High-efficiency solution-processed triplet–triplet annihilation organic light-emitting diodes using oligocarbazole- and benzonitrile-modified polyaromatic blue fluorescent emitters

Abstract

Here, we report solution-processed non-doped triplet–triplet annihilation (TTA) organic light-emitting diodes (OLEDs). Three solution-processable blue emissive TTA molecules, namely CPhCN, CCsCN, and CAnCN, are designed and synthesized using polycyclic aromatic hydrocarbons of triphenylene (Ph), chrysene (Cs), and anthracene (An) as TTA emissive cores, asymmetrically substituted with oligocarbazole (C) and benzonitrile (CN), respectively. Experimental and theoretical investigations reveal that all molecules retain strong blue emissions with peaks at 460–470 nm, amorphous morphology with superior thermal stability, high-quality solution-cast thin films, decent hole mobility (1.19–4.74 × 10⁻⁷ cm² V⁻¹ s⁻¹), high-lying HOMO levels (−5.46 eV), and the lowest singlet (S₁)/triplet (T₁) excited states of 2T₁ > S₁ appropriate for the TTA process. They are successfully utilized as solution-processed non-doped emitters in simple structured TTA OLEDs. All solution-processed devices exhibit intense blue emissions (456–472 nm), low turn-on voltages (3.2–3.6 V), decent electroluminescence (EL) performances (EQE_max = 3.45–6.79% and CE_max= 3.55–6.50 cd A⁻¹), and TTA characteristics.
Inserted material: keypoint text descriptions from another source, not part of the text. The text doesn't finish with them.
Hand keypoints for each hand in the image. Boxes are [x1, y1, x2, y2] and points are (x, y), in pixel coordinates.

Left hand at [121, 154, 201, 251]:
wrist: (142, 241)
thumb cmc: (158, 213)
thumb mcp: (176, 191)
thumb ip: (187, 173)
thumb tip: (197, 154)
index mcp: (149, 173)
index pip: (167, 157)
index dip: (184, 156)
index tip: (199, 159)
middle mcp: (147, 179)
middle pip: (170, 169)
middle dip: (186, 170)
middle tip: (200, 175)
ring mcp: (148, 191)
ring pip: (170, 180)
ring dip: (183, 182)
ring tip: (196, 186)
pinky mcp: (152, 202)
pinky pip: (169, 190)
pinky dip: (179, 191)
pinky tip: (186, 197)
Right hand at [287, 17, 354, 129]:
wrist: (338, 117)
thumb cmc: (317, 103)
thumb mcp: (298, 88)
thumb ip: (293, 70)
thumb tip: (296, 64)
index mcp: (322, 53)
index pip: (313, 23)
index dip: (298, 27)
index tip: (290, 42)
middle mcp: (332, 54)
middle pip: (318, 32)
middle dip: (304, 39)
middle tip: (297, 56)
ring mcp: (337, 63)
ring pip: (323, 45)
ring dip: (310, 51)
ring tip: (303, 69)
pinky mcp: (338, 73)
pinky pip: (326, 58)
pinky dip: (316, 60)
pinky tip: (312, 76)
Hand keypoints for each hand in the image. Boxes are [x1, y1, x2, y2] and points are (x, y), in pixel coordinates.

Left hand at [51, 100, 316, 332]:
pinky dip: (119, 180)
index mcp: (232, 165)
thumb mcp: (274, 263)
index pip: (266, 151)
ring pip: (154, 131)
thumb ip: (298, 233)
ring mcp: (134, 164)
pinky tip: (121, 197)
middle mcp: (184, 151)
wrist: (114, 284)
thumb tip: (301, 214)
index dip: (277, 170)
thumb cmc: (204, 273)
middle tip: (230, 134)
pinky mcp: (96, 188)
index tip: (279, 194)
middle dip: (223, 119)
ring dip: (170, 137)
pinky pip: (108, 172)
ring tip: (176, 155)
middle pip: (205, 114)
Particularly, CCsCN-based TTA-solution processed OLEDs emit deep blue EL emission peaked at 456 nm with a high EQE_max of 6.79%. This work not only presents a new strategic design for the preparation of solution-processable TTA emitters, but also further ratifies that the TTA mechanism can also be effective in solution-processed OLEDs.